* Your assignment *
A faithful copy is required of the lines from the top of the entries through the line that contains "std::vector<float> xs(glyphs.size());", both included, with no pictures.

Stored dataset items:
--- START ---

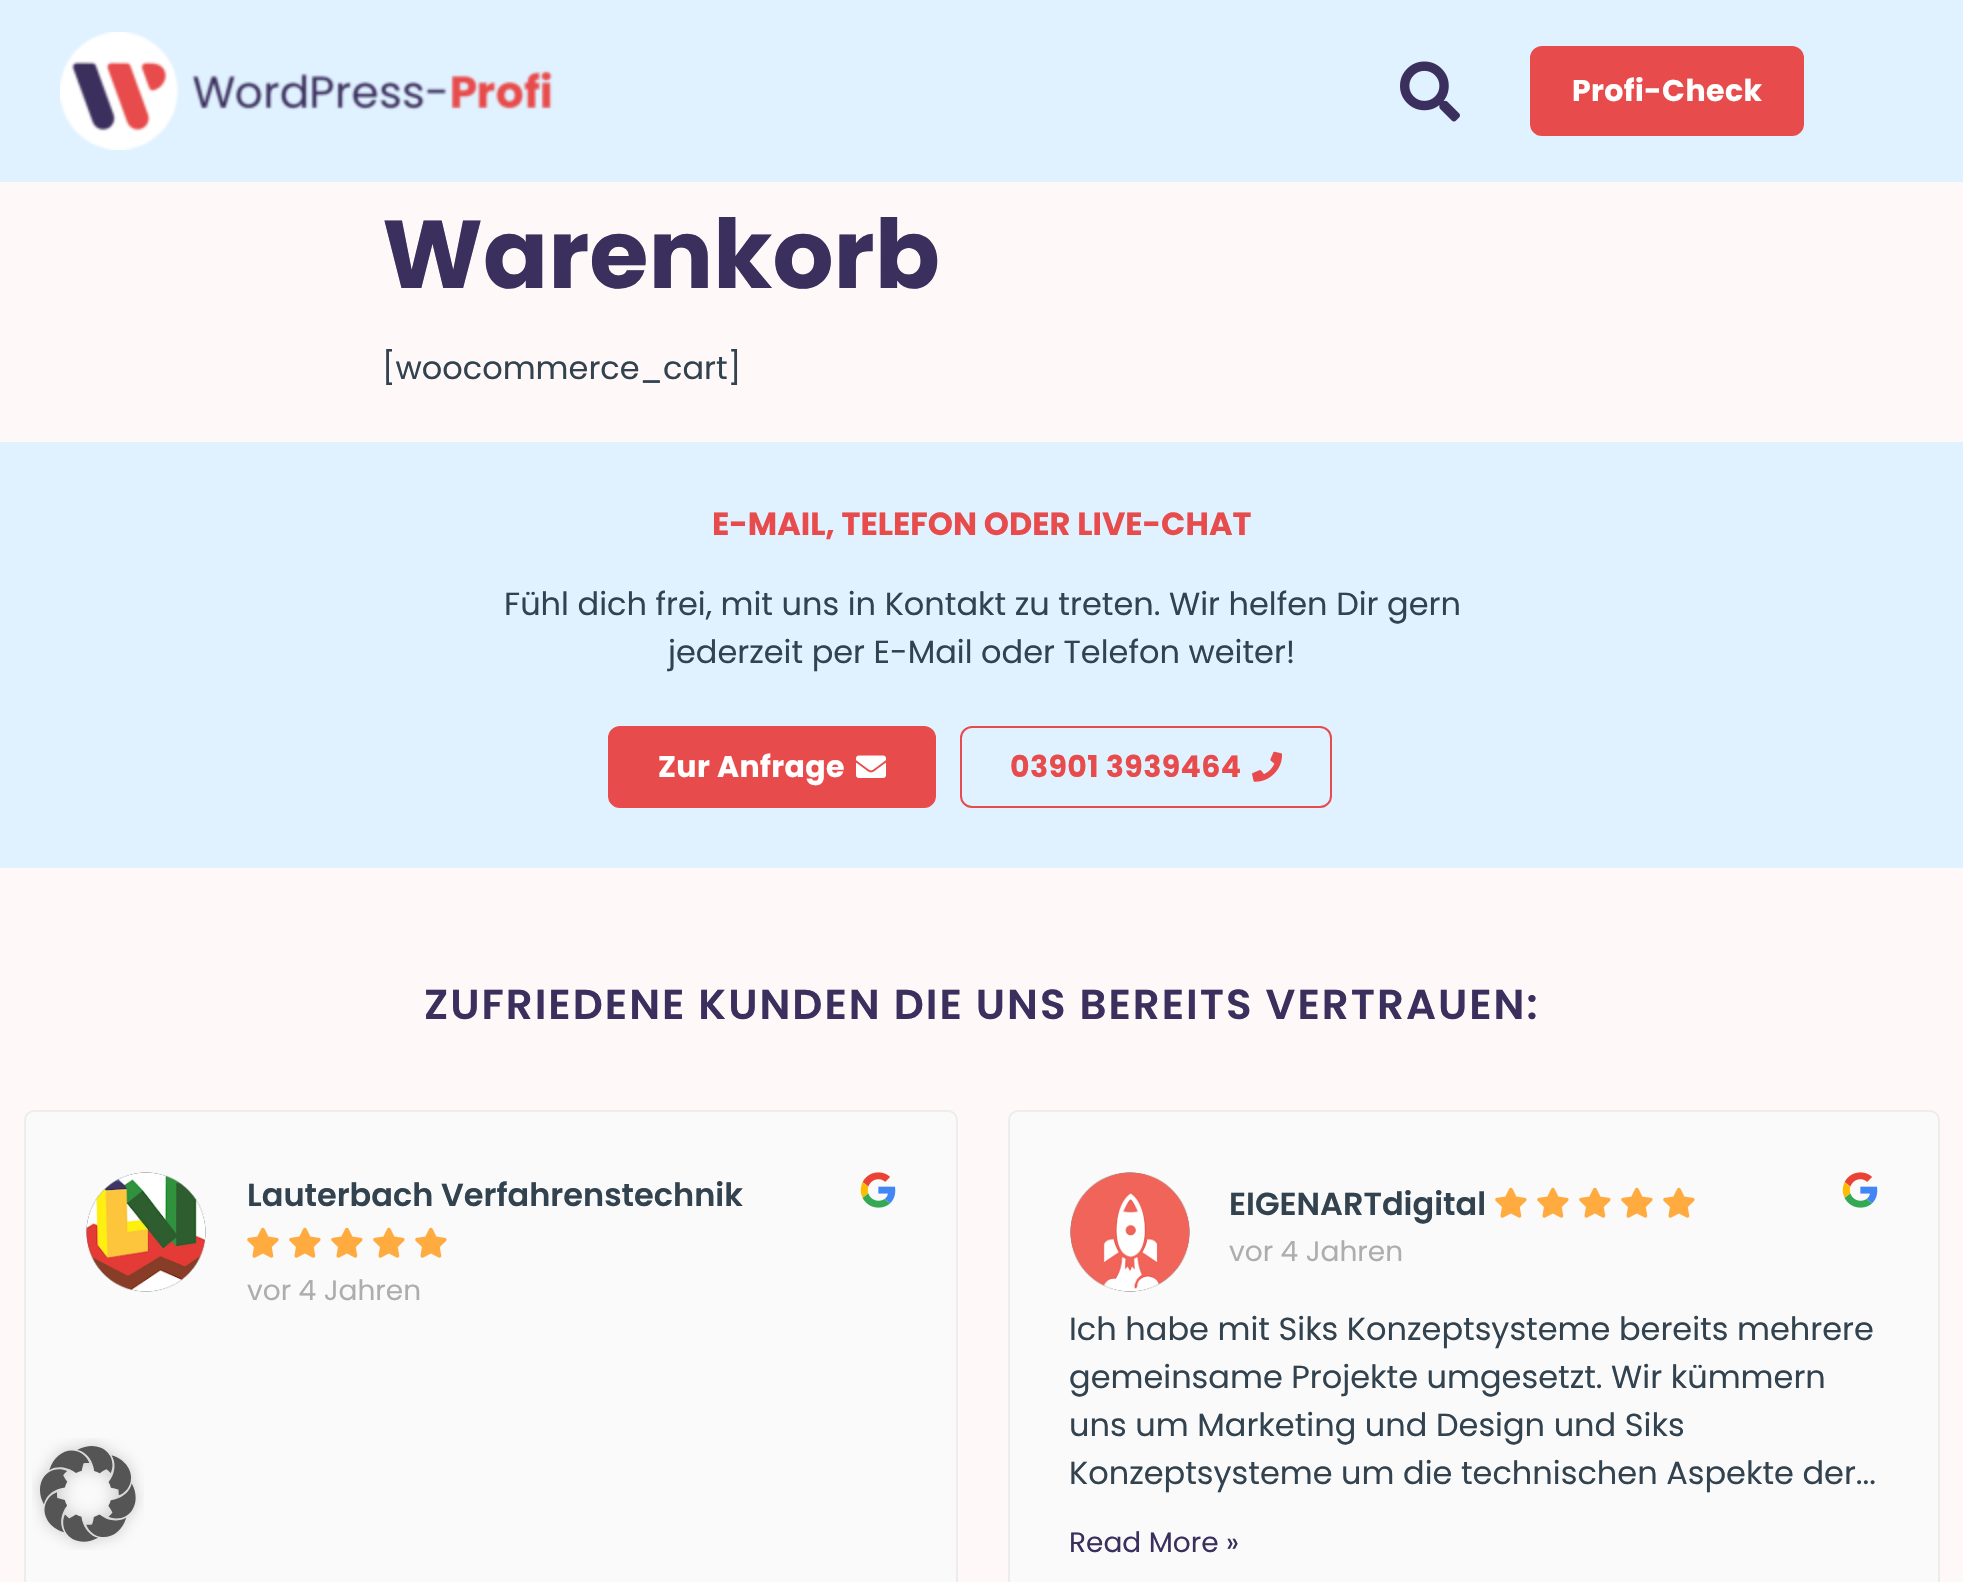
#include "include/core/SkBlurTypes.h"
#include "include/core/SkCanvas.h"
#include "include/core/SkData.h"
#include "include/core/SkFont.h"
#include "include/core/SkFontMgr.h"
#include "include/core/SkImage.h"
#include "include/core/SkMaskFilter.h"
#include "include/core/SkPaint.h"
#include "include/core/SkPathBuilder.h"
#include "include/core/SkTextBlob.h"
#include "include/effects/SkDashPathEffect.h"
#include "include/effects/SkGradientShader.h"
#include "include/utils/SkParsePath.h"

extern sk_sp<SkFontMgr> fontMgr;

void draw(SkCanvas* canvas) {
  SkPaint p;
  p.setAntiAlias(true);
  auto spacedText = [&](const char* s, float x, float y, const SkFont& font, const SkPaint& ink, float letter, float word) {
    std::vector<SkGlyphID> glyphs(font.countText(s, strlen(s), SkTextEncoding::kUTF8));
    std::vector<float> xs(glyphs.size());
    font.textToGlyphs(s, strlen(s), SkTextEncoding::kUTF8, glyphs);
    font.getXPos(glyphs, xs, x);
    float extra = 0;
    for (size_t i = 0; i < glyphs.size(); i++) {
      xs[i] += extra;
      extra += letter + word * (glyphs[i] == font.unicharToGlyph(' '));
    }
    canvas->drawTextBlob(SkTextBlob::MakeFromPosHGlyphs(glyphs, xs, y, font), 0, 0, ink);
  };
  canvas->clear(SkColorSetRGB(255, 248, 248));
  p.setColor(SkColorSetRGB(224, 242, 255));
  canvas->drawRect(SkRect::MakeLTRB(0, 0, 1963, 182), p);
  canvas->drawImageRect(SkImages::DeferredFromEncodedData(SkData::MakeFromFileName("images/1.png")), SkRect::MakeLTRB(60, 32, 553, 150), SkSamplingOptions());
  canvas->drawImageRect(SkImages::DeferredFromEncodedData(SkData::MakeFromFileName("images/2.png")), SkRect::MakeLTRB(1400, 61, 1460, 122), SkSamplingOptions());
  p.setColor(SkColorSetRGB(232, 75, 75));
  canvas->drawRoundRect(SkRect::MakeLTRB(1531, 47, 1803, 135), 11, 11, p);
  p.setStyle(SkPaint::kStroke_Style);
  p.setStrokeWidth(2);
  canvas->drawRoundRect(SkRect::MakeLTRB(1531, 47, 1803, 135), 11, 11, p);
  p.setStyle(SkPaint::kFill_Style);
  p.setColor(SkColorSetRGB(250, 250, 250));
  canvas->drawRoundRect(SkRect::MakeLTRB(25, 1111, 957, 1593), 9, 9, p);
  p.setStyle(SkPaint::kStroke_Style);
  p.setColor(SkColorSetRGB(237, 237, 237));
  canvas->drawRoundRect(SkRect::MakeLTRB(25, 1111, 957, 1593), 9, 9, p);
  canvas->drawImageRect(SkImages::DeferredFromEncodedData(SkData::MakeFromFileName("images/3.png")), SkRect::MakeLTRB(32, 1438, 144, 1550), SkSamplingOptions());
  p.setStyle(SkPaint::kFill_Style);
  p.setColor(SkColorSetRGB(224, 242, 255));
  canvas->drawRect(SkRect::MakeLTRB(0, 442, 1963, 868), p);
  p.setColor(SkColorSetRGB(232, 75, 75));
  canvas->drawRoundRect(SkRect::MakeLTRB(609, 727, 935, 807), 11, 11, p);
  p.setStyle(SkPaint::kStroke_Style);
  canvas->drawRoundRect(SkRect::MakeLTRB(609, 727, 935, 807), 11, 11, p);
  canvas->drawImageRect(SkImages::DeferredFromEncodedData(SkData::MakeFromFileName("images/4.png")), SkRect::MakeLTRB(856, 755, 886, 778), SkSamplingOptions());
  canvas->drawRoundRect(SkRect::MakeLTRB(961, 727, 1331, 807), 11, 11, p);
  canvas->drawImageRect(SkImages::DeferredFromEncodedData(SkData::MakeFromFileName("images/5.png")), SkRect::MakeLTRB(1252, 751, 1283, 782), SkSamplingOptions());
  canvas->drawImageRect(SkImages::DeferredFromEncodedData(SkData::MakeFromFileName("images/6.png")), SkRect::MakeLTRB(86, 1172, 206, 1292), SkSamplingOptions());
  canvas->drawImageRect(SkImages::DeferredFromEncodedData(SkData::MakeFromFileName("images/7.png")), SkRect::MakeLTRB(247, 1227, 279, 1258), SkSamplingOptions());
  canvas->drawImageRect(SkImages::DeferredFromEncodedData(SkData::MakeFromFileName("images/7.png")), SkRect::MakeLTRB(289, 1227, 321, 1258), SkSamplingOptions());
  canvas->drawImageRect(SkImages::DeferredFromEncodedData(SkData::MakeFromFileName("images/7.png")), SkRect::MakeLTRB(331, 1227, 363, 1258), SkSamplingOptions());
  canvas->drawImageRect(SkImages::DeferredFromEncodedData(SkData::MakeFromFileName("images/7.png")), SkRect::MakeLTRB(373, 1227, 405, 1258), SkSamplingOptions());
  canvas->drawImageRect(SkImages::DeferredFromEncodedData(SkData::MakeFromFileName("images/7.png")), SkRect::MakeLTRB(415, 1227, 447, 1258), SkSamplingOptions());
  canvas->drawImageRect(SkImages::DeferredFromEncodedData(SkData::MakeFromFileName("images/8.png")), SkRect::MakeLTRB(860, 1172, 896, 1208), SkSamplingOptions());
  p.setStyle(SkPaint::kFill_Style);
  p.setColor(SkColorSetRGB(250, 250, 250));
  canvas->drawRoundRect(SkRect::MakeLTRB(1009, 1111, 1939, 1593), 9, 9, p);
  p.setStyle(SkPaint::kStroke_Style);
  p.setColor(SkColorSetRGB(237, 237, 237));
  canvas->drawRoundRect(SkRect::MakeLTRB(1009, 1111, 1939, 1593), 9, 9, p);
  canvas->drawImageRect(SkImages::DeferredFromEncodedData(SkData::MakeFromFileName("images/9.png")), SkRect::MakeLTRB(1070, 1172, 1190, 1292), SkSamplingOptions());
  canvas->drawImageRect(SkImages::DeferredFromEncodedData(SkData::MakeFromFileName("images/7.png")), SkRect::MakeLTRB(1495, 1187, 1527, 1218), SkSamplingOptions());
  canvas->drawImageRect(SkImages::DeferredFromEncodedData(SkData::MakeFromFileName("images/7.png")), SkRect::MakeLTRB(1537, 1187, 1569, 1218), SkSamplingOptions());
  canvas->drawImageRect(SkImages::DeferredFromEncodedData(SkData::MakeFromFileName("images/7.png")), SkRect::MakeLTRB(1579, 1187, 1611, 1218), SkSamplingOptions());
  canvas->drawImageRect(SkImages::DeferredFromEncodedData(SkData::MakeFromFileName("images/7.png")), SkRect::MakeLTRB(1621, 1187, 1653, 1218), SkSamplingOptions());
  canvas->drawImageRect(SkImages::DeferredFromEncodedData(SkData::MakeFromFileName("images/7.png")), SkRect::MakeLTRB(1663, 1187, 1695, 1218), SkSamplingOptions());
  canvas->drawImageRect(SkImages::DeferredFromEncodedData(SkData::MakeFromFileName("images/8.png")), SkRect::MakeLTRB(1842, 1172, 1878, 1208), SkSamplingOptions());
  SkFont font1(fontMgr->matchFamilyStyle("Poppins", SkFontStyle::Bold()), 30);
  font1.setSubpixel(true);
  p.setStyle(SkPaint::kFill_Style);
  p.setColor(SK_ColorWHITE);
  spacedText("Profi-Check", 1572, 101, font1, p, 0.4f, 0);
  SkFont font2(fontMgr->matchFamilyStyle("Poppins", SkFontStyle::Bold()), 96);
  font2.setSubpixel(true);
  p.setColor(SkColorSetRGB(59, 47, 93));
  canvas->drawString("Warenkorb", 382, 288, font2, p);
  SkFont font3(fontMgr->matchFamilyStyle("Poppins", SkFontStyle::Normal()), 32);
  font3.setSubpixel(true);
  p.setColor(SkColorSetRGB(50, 67, 79));
  canvas->drawString("[woocommerce_cart]", 382, 379, font3, p);
  SkFont font4(fontMgr->matchFamilyStyle("Poppins", SkFontStyle::Bold()), 32);
  font4.setSubpixel(true);
  p.setColor(SkColorSetRGB(232, 75, 75));
  canvas->drawString("E-MAIL, TELEFON ODER LIVE-CHAT", 712, 535, font4, p);
  p.setColor(SkColorSetRGB(50, 67, 79));
  canvas->drawString("Fühl dich frei, mit uns in Kontakt zu treten. Wir helfen Dir gern", 504, 615, font3, p);
  canvas->drawString("jederzeit per E-Mail oder Telefon weiter!", 668, 663, font3, p);
  p.setColor(SK_ColorWHITE);
  spacedText("Zur Anfrage", 658, 777, font1, p, 0.4f, 0);
  p.setColor(SkColorSetRGB(232, 75, 75));
  spacedText("03901 3939464", 1010, 777, font1, p, 0.4f, 0);
  SkFont font5(fontMgr->matchFamilyStyle("Poppins", SkFontStyle(600, SkFontStyle::kNormal_Width, SkFontStyle::kUpright_Slant)), 42);
  font5.setSubpixel(true);
  p.setColor(SkColorSetRGB(59, 47, 93));
  spacedText("ZUFRIEDENE KUNDEN DIE UNS BEREITS VERTRAUEN:", 424, 1019, font5, p, 2, 0);
  SkFont font6(fontMgr->matchFamilyStyle("Poppins", SkFontStyle(600, SkFontStyle::kNormal_Width, SkFontStyle::kUpright_Slant)), 32);
  font6.setSubpixel(true);
  p.setColor(SkColorSetRGB(50, 67, 79));
  canvas->drawString("Lauterbach Verfahrenstechnik", 247, 1206, font6, p);
  SkFont font7(fontMgr->matchFamilyStyle("Poppins", SkFontStyle::Normal()), 28);
  font7.setSubpixel(true);
  p.setColor(SkColorSetRGB(173, 173, 173));
  canvas->drawString("vor 4 Jahren", 247, 1300, font7, p);
  p.setColor(SkColorSetRGB(50, 67, 79));
  canvas->drawString("EIGENARTdigital", 1229, 1215, font6, p);
  p.setColor(SkColorSetRGB(173, 173, 173));
  canvas->drawString("vor 4 Jahren", 1229, 1261, font7, p);
  p.setColor(SkColorSetRGB(50, 67, 79));
  canvas->drawString("Ich habe mit Siks Konzeptsysteme bereits mehrere", 1069, 1340, font3, p);
  canvas->drawString("gemeinsame Projekte umgesetzt. Wir kümmern", 1069, 1388, font3, p);
  canvas->drawString("uns um Marketing und Design und Siks", 1069, 1436, font3, p);
  canvas->drawString("Konzeptsysteme um die technischen Aspekte der...", 1069, 1484, font3, p);
  p.setColor(SkColorSetRGB(59, 47, 93));
  canvas->drawString("Read More »", 1069, 1552, font7, p);
}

--- END ---

* Written solution *
#include "include/core/SkBlurTypes.h"
#include "include/core/SkCanvas.h"
#include "include/core/SkData.h"
#include "include/core/SkFont.h"
#include "include/core/SkFontMgr.h"
#include "include/core/SkImage.h"
#include "include/core/SkMaskFilter.h"
#include "include/core/SkPaint.h"
#include "include/core/SkPathBuilder.h"
#include "include/core/SkTextBlob.h"
#include "include/effects/SkDashPathEffect.h"
#include "include/effects/SkGradientShader.h"
#include "include/utils/SkParsePath.h"

extern sk_sp<SkFontMgr> fontMgr;

void draw(SkCanvas* canvas) {
  SkPaint p;
  p.setAntiAlias(true);
  auto spacedText = [&](const char* s, float x, float y, const SkFont& font, const SkPaint& ink, float letter, float word) {
    std::vector<SkGlyphID> glyphs(font.countText(s, strlen(s), SkTextEncoding::kUTF8));
    std::vector<float> xs(glyphs.size());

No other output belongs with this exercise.